La pratique du « Dose and Move » qui consiste à traiter les animaux puis à les faire passer sur une parcelle saine n’est plus d’actualité. « Elle ne permet pas de conserver une population refuge de parasite. Mieux vaut faire passer les animaux sur une nouvelle parcelle puis les traiter quelques jours plus tard en cas de besoin », explique Nadine Ravinet.

Choisir le bon moment grâce aux outils informatiques

« Pour cibler les traitements sur les génisses, on peut soit évaluer le risque à des dates clés à savoir deux à trois mois après la mise à l’herbe et à la rentrée à l’étable, ou identifier la période à risque en cours de saison de pâturage », explique Nadine Ravinet. Pour identifier les périodes à risque, il faut prendre en compte trois éléments : la conduite de pâturage, les données météorologiques et l’historique de contact avec les strongles digestifs.
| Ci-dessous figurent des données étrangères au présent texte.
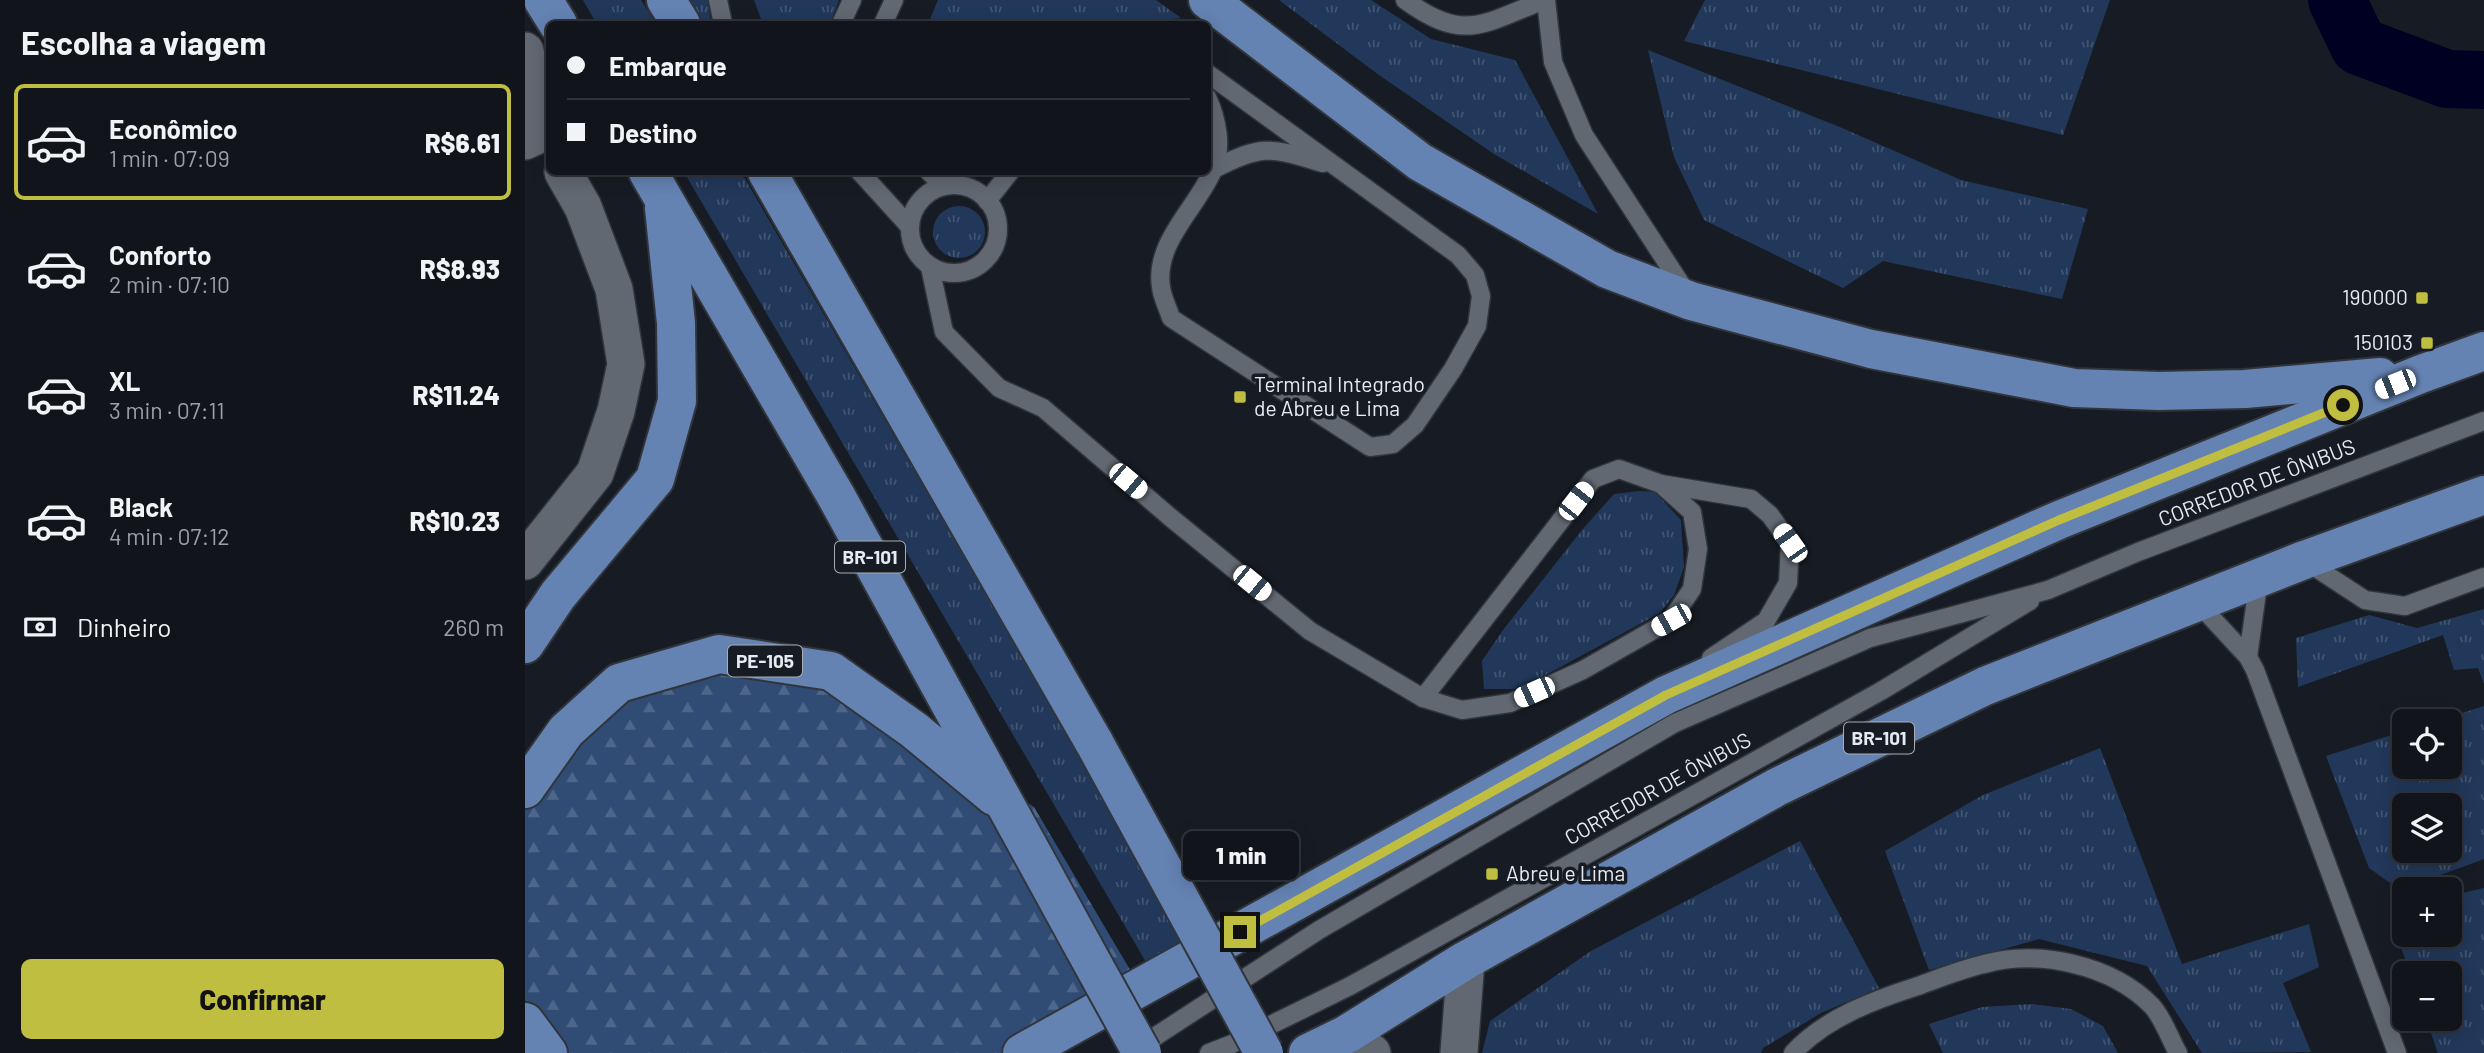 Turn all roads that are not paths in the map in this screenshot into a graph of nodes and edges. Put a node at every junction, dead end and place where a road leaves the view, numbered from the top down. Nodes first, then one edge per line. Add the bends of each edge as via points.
1 (543, 0) edge
2 (666, 0) edge
3 (718, 0) edge
4 (852, 0) edge
5 (894, 0) edge
6 (1208, 0) edge
7 (1405, 0) edge
8 (1545, 0) edge
9 (556, 21) edge
10 (679, 21) edge
11 (722, 21) edge
12 (842, 21) edge
13 (884, 21) edge
14 (525, 51) edge
15 (1211, 76) edge
16 (1211, 106) edge
17 (539, 140) edge
18 (1337, 167) junction
19 (1214, 169) junction
20 (1211, 174) edge
21 (565, 175) edge
22 (769, 175) edge
23 (863, 175) edge
24 (932, 175) edge
25 (1008, 175) edge
26 (1210, 175) edge
27 (656, 184) edge
28 (944, 186) junction
29 (986, 201) junction
30 (910, 227) junction
31 (930, 267) junction
32 (1692, 301) junction
33 (2484, 351) edge
34 (2421, 374) junction
35 (2484, 421) edge
36 (1661, 484) junction
37 (2484, 495) edge
38 (2304, 560) junction
39 (525, 561) edge
40 (2484, 577) edge
41 (2259, 578) junction
42 (2048, 590) junction
43 (2197, 602) junction
44 (525, 644) edge
45 (2248, 657) junction
46 (1423, 698) junction
47 (1626, 716) junction
48 (525, 789) edge
49 (1009, 808) junction
50 (1467, 960) junction
51 (525, 1022) edge
52 (1359, 1044) edge
53 (548, 1053) edge
54 (1022, 1053) edge
55 (1130, 1053) edge
56 (1142, 1053) edge
57 (1209, 1053) edge
58 (1264, 1053) edge
59 (1308, 1053) edge
60 (1459, 1053) edge
61 (1793, 1053) edge
62 (2178, 1053) edge
63 (2397, 1053) edge

1 - 9 highway
2 - 10 highway
3 - 11 lane
4 - 12 lane
5 - 13 lane
6 - 32 highway via 1420,162 1607,269
7 - 8 lane via 1448,25 1476,27
8 - 32 lane via 1553,62 1584,135
14 - 17 street
15 - 18 lane
16 - 19 lane via 1217,140
18 - 19 lane via 1279,150 1259,150
18 - 26 lane via 1458,255 1475,275 1481,296 1477,326 1453,369 1415,425 1394,444 1370,447 1171,318 1161,287 1162,263
19 - 20 lane
21 - 39 street via 583,207 614,289 626,364 617,411 595,473
22 - 58 highway, bridge via 1095,744
23 - 30 lane
24 - 28 lane
25 - 29 lane
27 - 44 highway via 676,323 677,401 655,480 558,595
27 - 49 highway, BR-101
28 - 29 lane via 971,189
28 - 30 lane via 919,202
29 - 31 lane via 997,222 997,236 984,261 958,273
30 - 31 lane via 912,244
31 - 46 lane via 944,332 999,388 1043,408 1310,631
32 - 34 highway via 1871,349 2074,388 2245,389
33 - 34 highway
34 - 47 highway via 2059,520
35 - 42 lane, CORREDOR DE ÔNIBUS
36 - 46 lane via 1619,469 1593,479
36 - 46 lane via 1692,512 1698,549 1692,589 1671,620 1583,670 1510,703 1462,710
36 - 47 lane via 1751,499 1770,515 1790,543 1788,583 1766,621
37 - 38 highway, BR-101
38 - 40 lane via 2365,600 2405,606
38 - 41 highway, BR-101
41 - 43 highway, BR-101
41 - 45 lane
42 - 55 lane, CORREDOR DE ÔNIBUS via 1870,638 1675,723 1319,930
42 - 57 lane, CORREDOR DE ÔNIBUS via 1881,691 1350,986
43 - 45 lane
43 - 50 highway, BR-101 via 1985,686 1777,787
45 - 63 lane
47 - 54 highway
48 - 49 highway, PE-105 via 566,731 619,683 719,654 831,671 914,730
49 - 56 highway, BR-101, bridge
50 - 52 highway, BR-101
50 - 60 street
51 - 53 highway
52 - 59 highway, BR-101
61 - 62 lane via 1805,1040 1868,1002 1986,963 2042,957 2095,970 2127,984 2154,1008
C’est ici que des outils informatiques comme Parasit’info et Parasit’Sim développé par les GDS en collaboration avec Oniris s’avèrent utiles. " Parasit’Info est accessible aux éleveurs via les GDS. » Eva3P proposé par Merial est utilisé par des vétérinaires. « Ce logiciel simule le risque parasitaire de façon un peu différente. Il ne prend pas en compte de façon aussi précise la conduite du pâturage ». « Ces outils permettent d’évaluer la pertinence et l’efficacité de plusieurs stratégies de traitement, de visualiser l’impact de la conduite de pâturage et des conditions météorologiques sur le risque parasitaire ».